I reported this yesterday. I believe it's been taken care of already. It was very disturbing to see!

Hi @cehunt57, thank you for posting about your concern. Several members reported the post and it was removed within minutes of it being posted. The member has been banned. You'll also notice that I edited your message to remove the quoted offending post.

Thank you everyone for reporting the post. The best way to report an inappropriate message, when you have concern about a member's safety or query the validity of a health claim, simply click Report at the bottom right of the message. That expedites a message to the moderating team. Together we keep the community safe.

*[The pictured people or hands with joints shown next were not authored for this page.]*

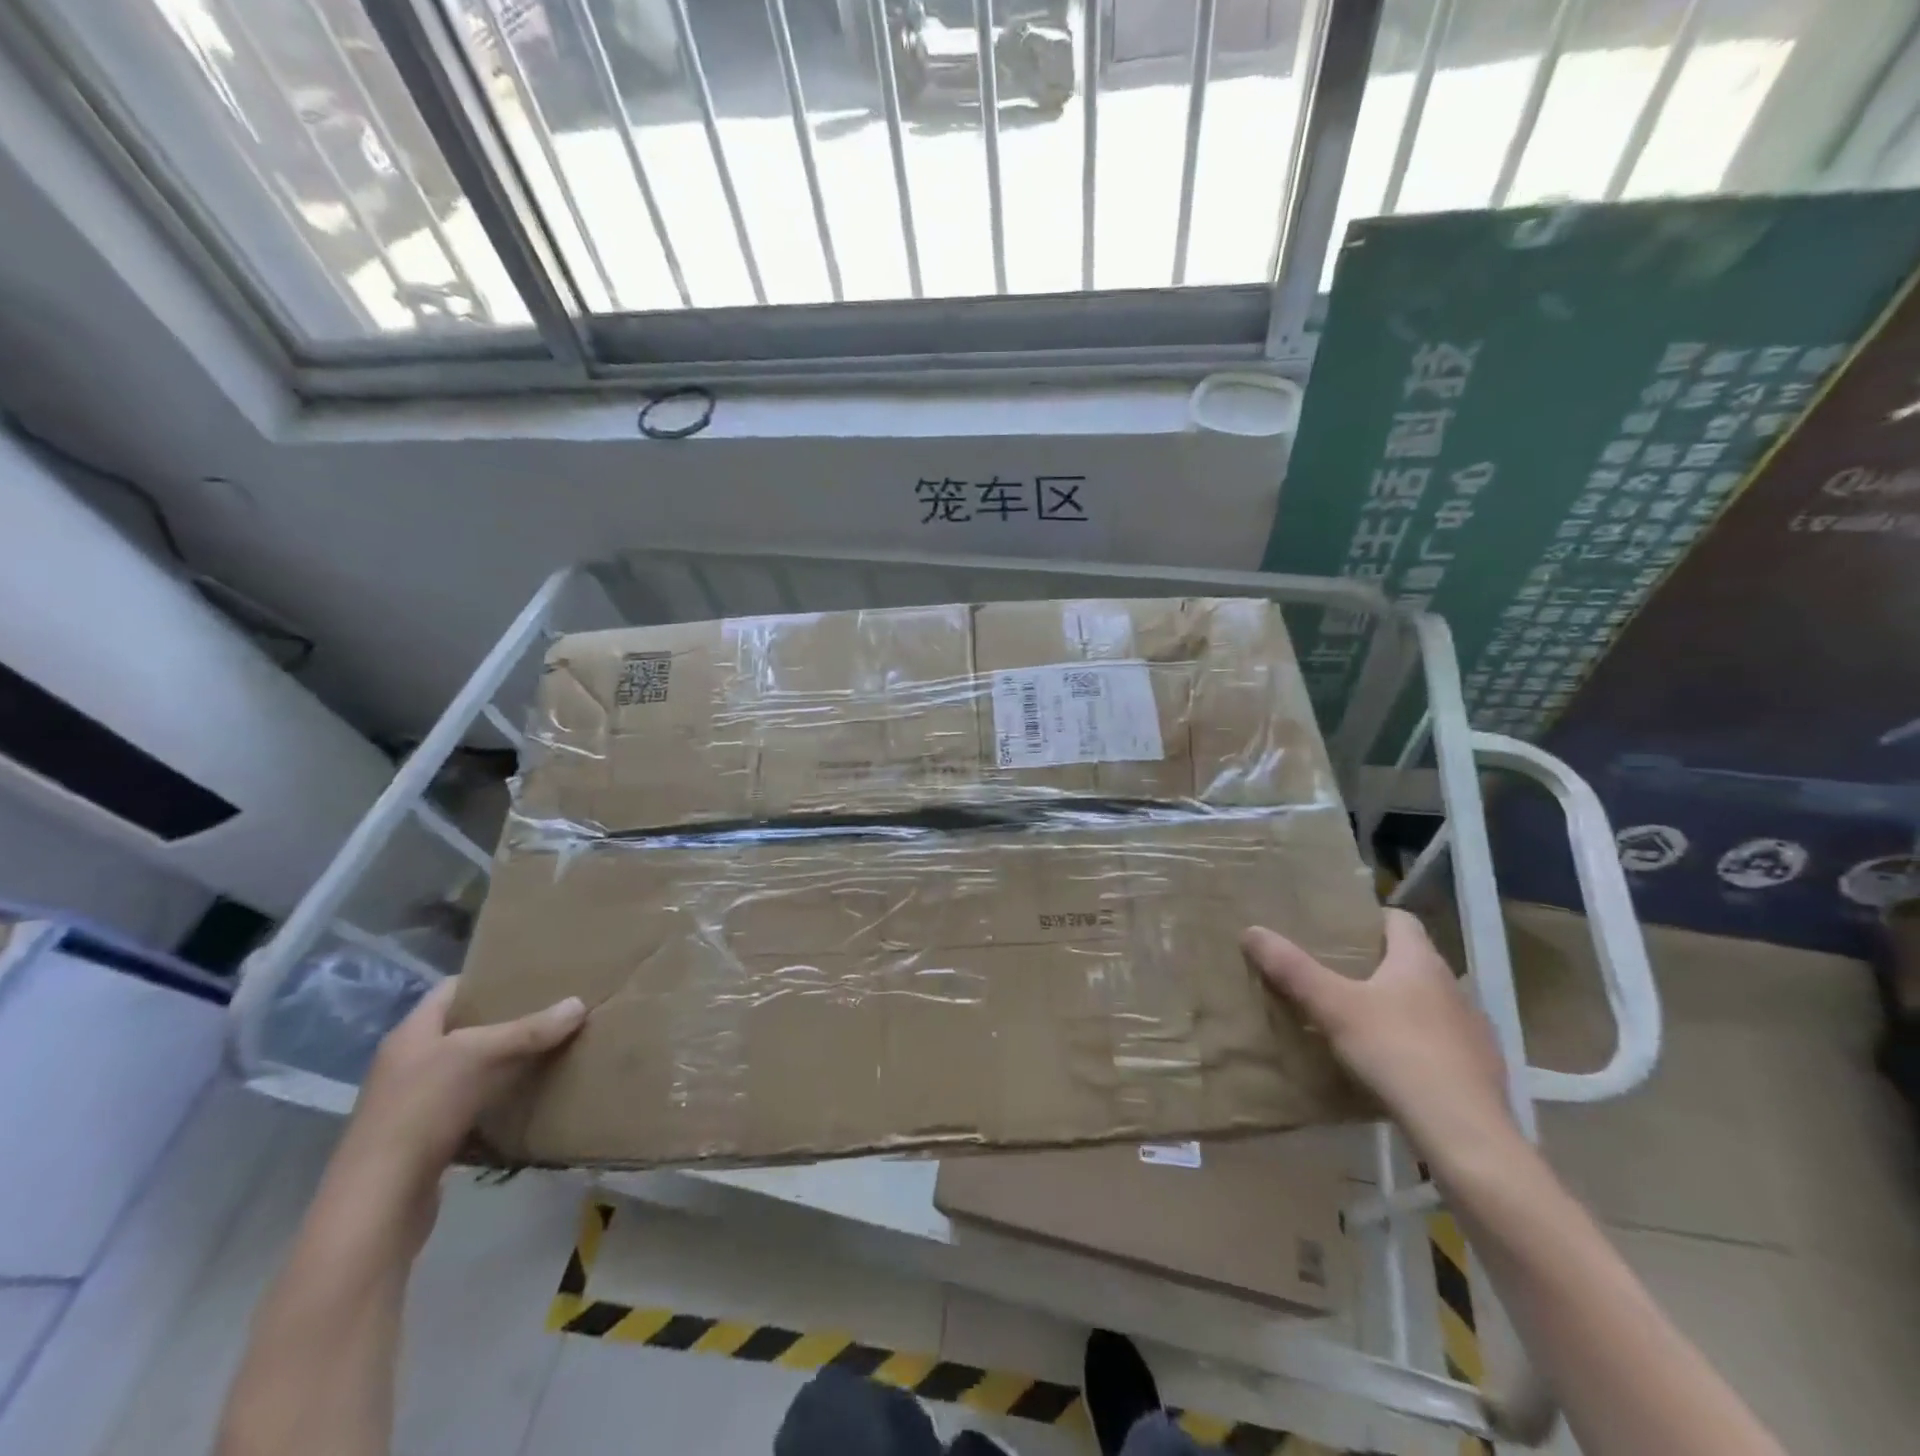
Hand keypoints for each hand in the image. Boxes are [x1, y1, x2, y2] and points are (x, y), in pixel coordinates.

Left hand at [337, 979, 585, 1205]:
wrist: (378, 1203)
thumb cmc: (422, 1110)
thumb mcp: (480, 1057)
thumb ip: (530, 1030)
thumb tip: (579, 1003)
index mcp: (411, 1033)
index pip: (451, 989)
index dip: (488, 978)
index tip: (530, 974)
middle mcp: (407, 1063)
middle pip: (462, 1028)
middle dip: (505, 1019)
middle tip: (550, 1009)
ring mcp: (412, 1103)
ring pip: (467, 1069)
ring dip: (503, 1061)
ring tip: (547, 1048)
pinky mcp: (423, 1139)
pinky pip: (468, 1105)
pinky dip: (496, 1098)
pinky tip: (526, 1096)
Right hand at [1242, 909, 1517, 1168]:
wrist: (1466, 1135)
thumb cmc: (1397, 1053)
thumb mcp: (1332, 1007)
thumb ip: (1292, 969)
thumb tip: (1251, 930)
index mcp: (1421, 962)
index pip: (1401, 920)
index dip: (1371, 919)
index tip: (1341, 930)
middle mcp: (1454, 987)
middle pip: (1413, 962)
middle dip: (1378, 965)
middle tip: (1336, 974)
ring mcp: (1474, 1031)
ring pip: (1430, 1004)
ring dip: (1400, 1006)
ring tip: (1361, 1022)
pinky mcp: (1482, 1072)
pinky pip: (1443, 1044)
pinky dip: (1419, 1045)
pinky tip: (1394, 1067)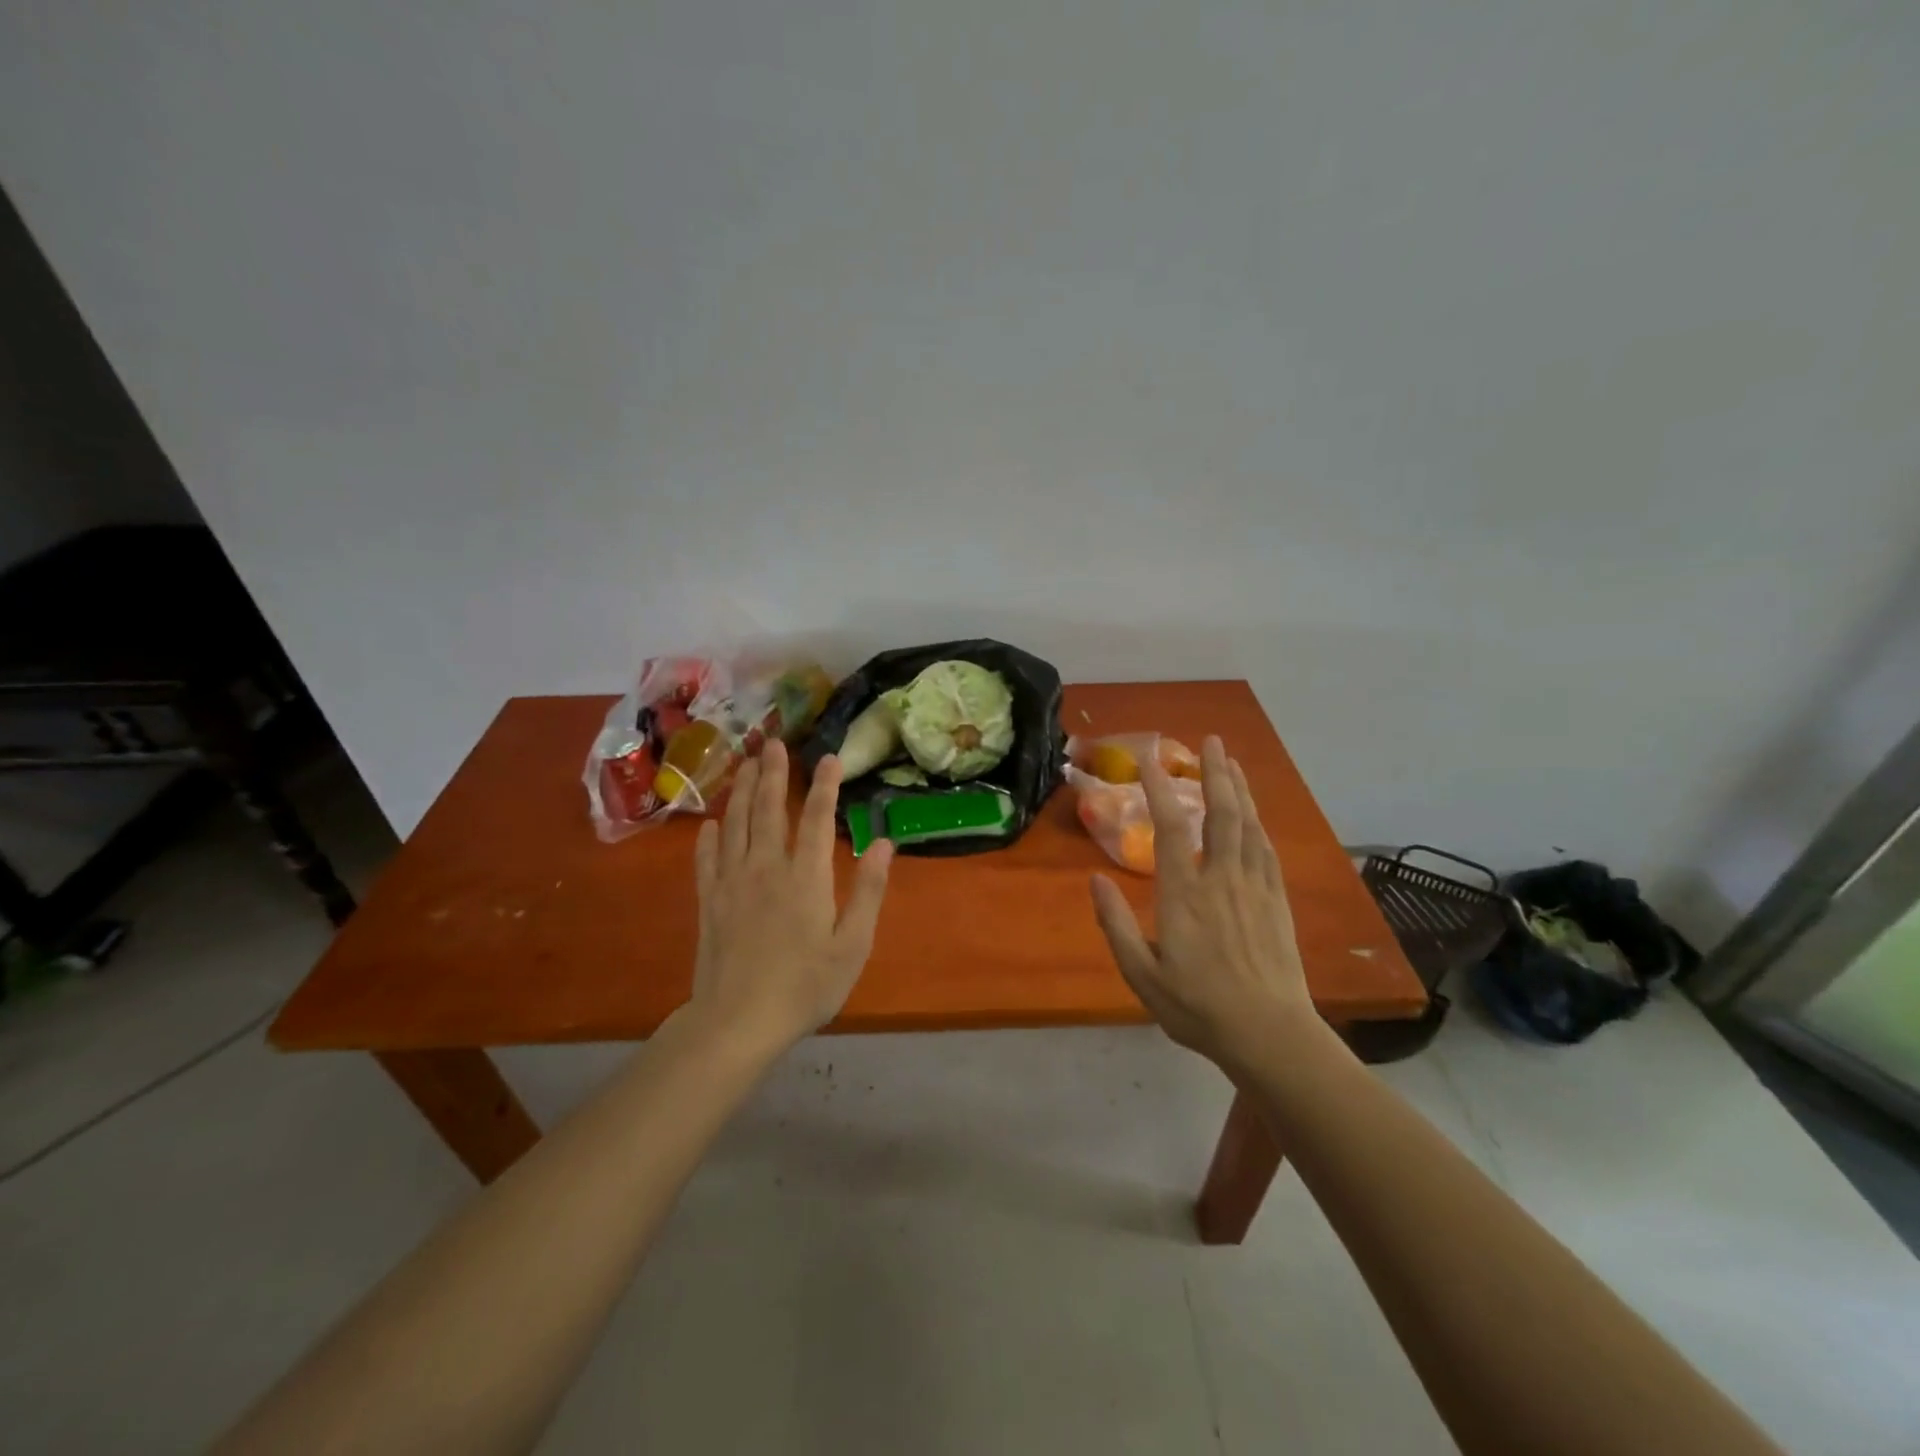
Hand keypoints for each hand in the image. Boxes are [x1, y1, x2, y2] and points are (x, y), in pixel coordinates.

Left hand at [688, 740, 894, 1052]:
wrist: (737, 1022)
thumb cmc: (805, 987)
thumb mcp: (852, 945)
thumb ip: (869, 891)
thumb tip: (885, 843)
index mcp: (805, 877)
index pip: (815, 819)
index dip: (823, 785)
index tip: (828, 757)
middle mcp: (766, 868)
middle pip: (767, 810)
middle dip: (772, 773)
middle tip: (772, 741)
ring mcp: (732, 883)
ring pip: (735, 825)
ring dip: (742, 791)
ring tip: (745, 763)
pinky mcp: (709, 902)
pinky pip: (707, 859)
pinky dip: (710, 836)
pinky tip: (712, 823)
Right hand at [1090, 736, 1313, 1072]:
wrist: (1269, 1035)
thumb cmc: (1198, 1008)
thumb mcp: (1142, 975)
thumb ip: (1115, 925)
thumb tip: (1094, 880)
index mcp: (1184, 895)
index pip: (1170, 827)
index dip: (1158, 788)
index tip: (1148, 758)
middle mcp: (1221, 880)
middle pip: (1220, 814)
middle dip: (1215, 773)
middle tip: (1212, 741)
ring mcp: (1254, 888)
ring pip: (1248, 826)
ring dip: (1240, 790)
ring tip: (1232, 762)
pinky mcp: (1277, 902)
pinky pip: (1267, 850)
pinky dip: (1258, 823)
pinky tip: (1254, 814)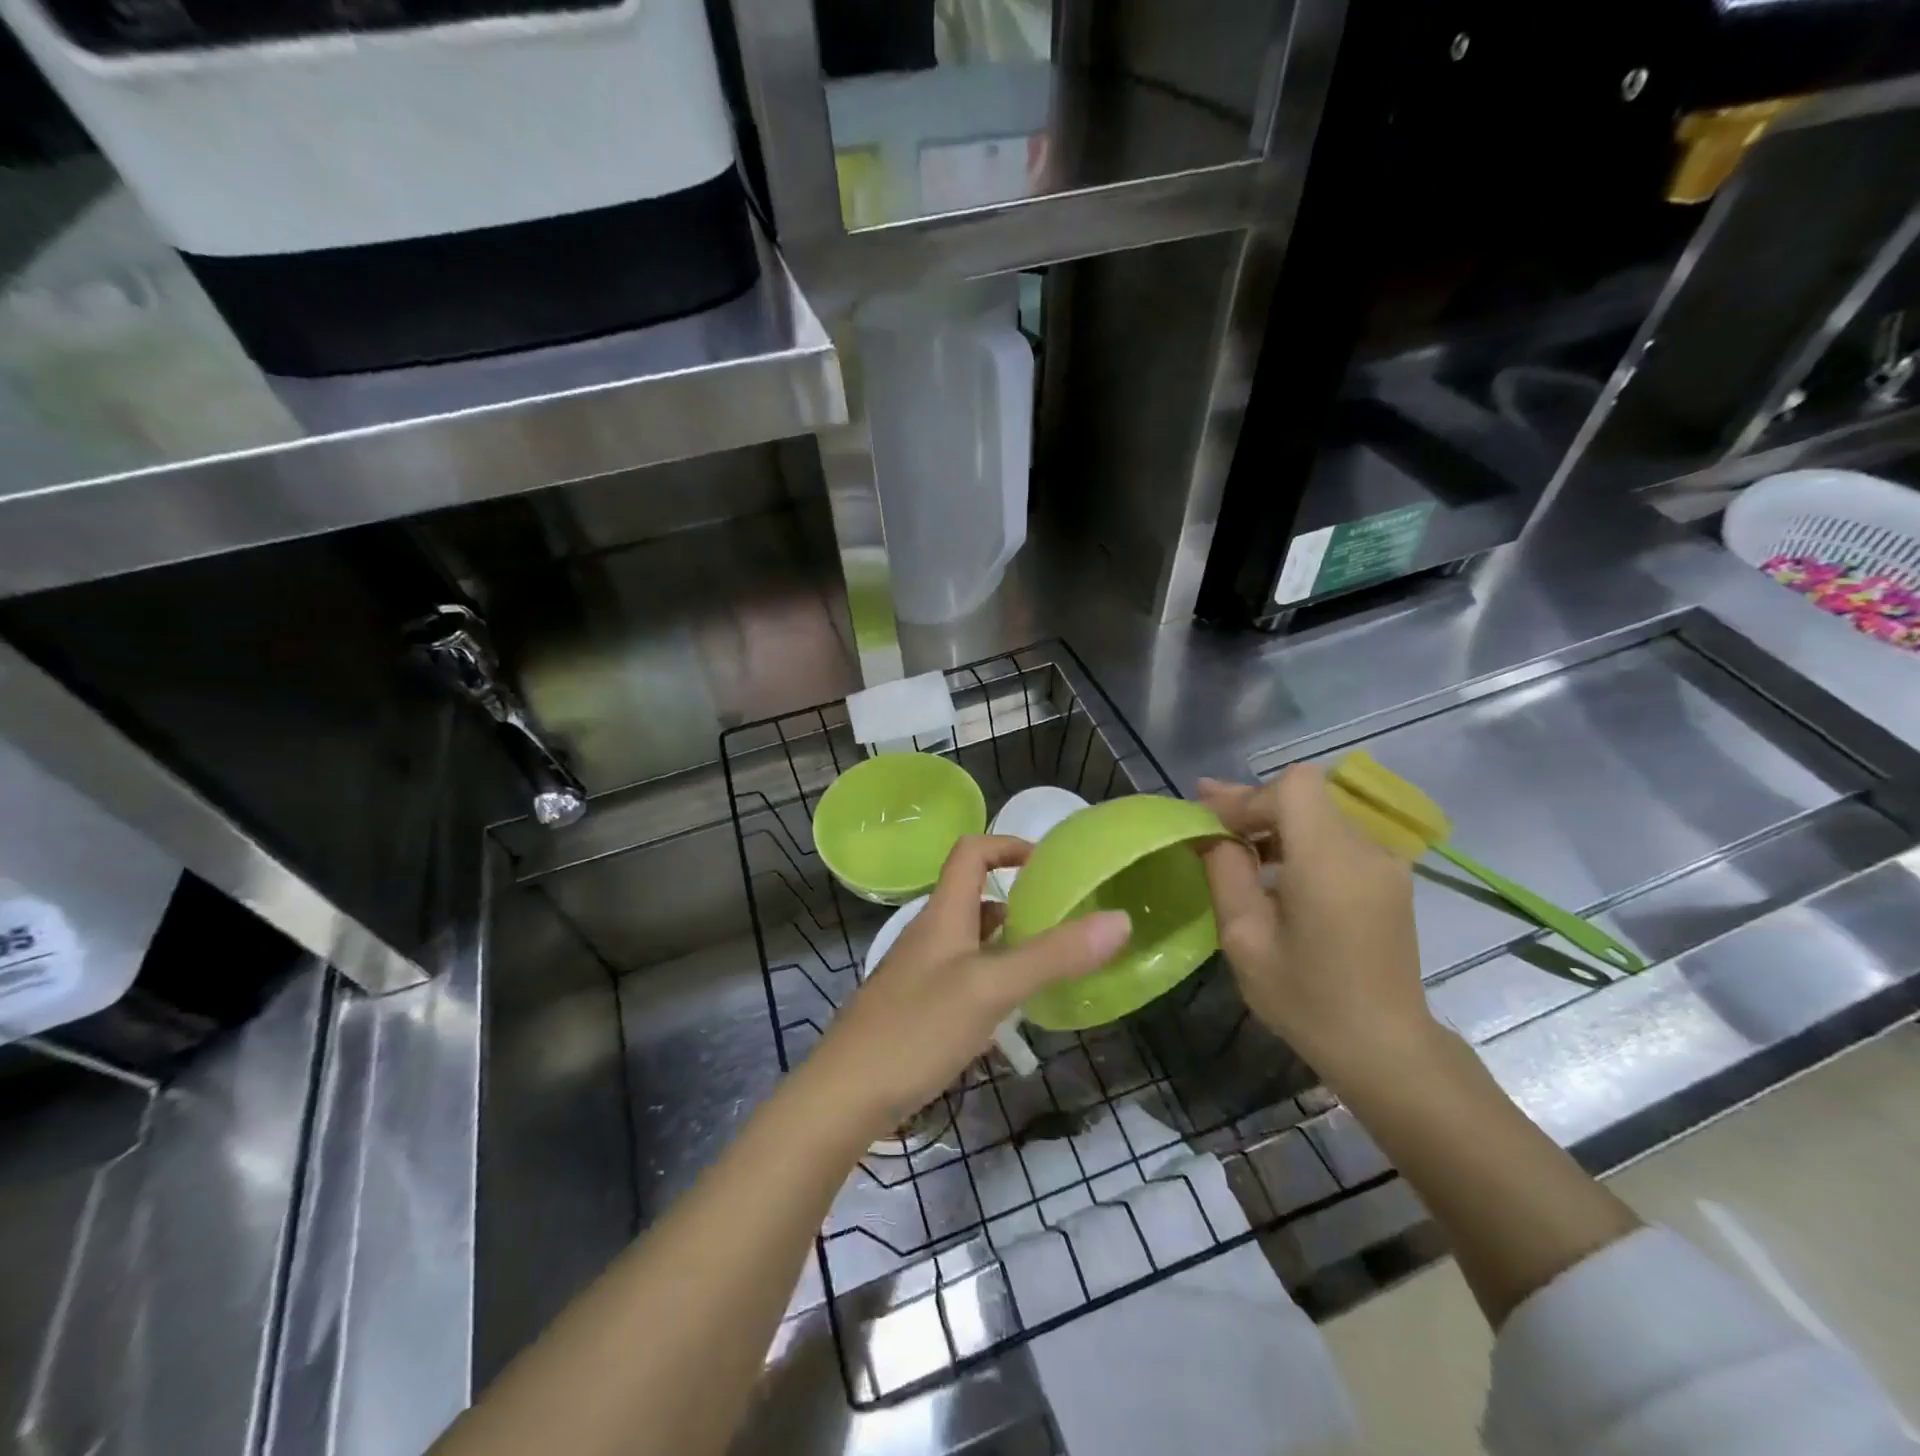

@cehunt57 I immediately went to it with the intention of reporting it but it had already been deleted. That was just very weird.
JK

Thanks everybody for acting on this before I did. I saw it today 1/7/2020. I wonder how it made it through to my email notifications yesterday? 🤔

@cehunt57 You can report a post yourself, by clicking on the little flag on lower right of a post, and alerting the moderators of this forum. I also saw this post, albeit later in the day, and by the time i went to report it, it had already been removed.
Good job, everyone!
Ginger

I just want to say how much I appreciate the moderation on this site. My daughter has been on an infertility forum on Reddit and had issues with them not being very helpful. Based on my experience here, I was able to suggest the Mayo Connect forums and she found the tone and supportiveness to be much better. I know it's a lot of work to moderate all this activity and wanted to let you know it's appreciated.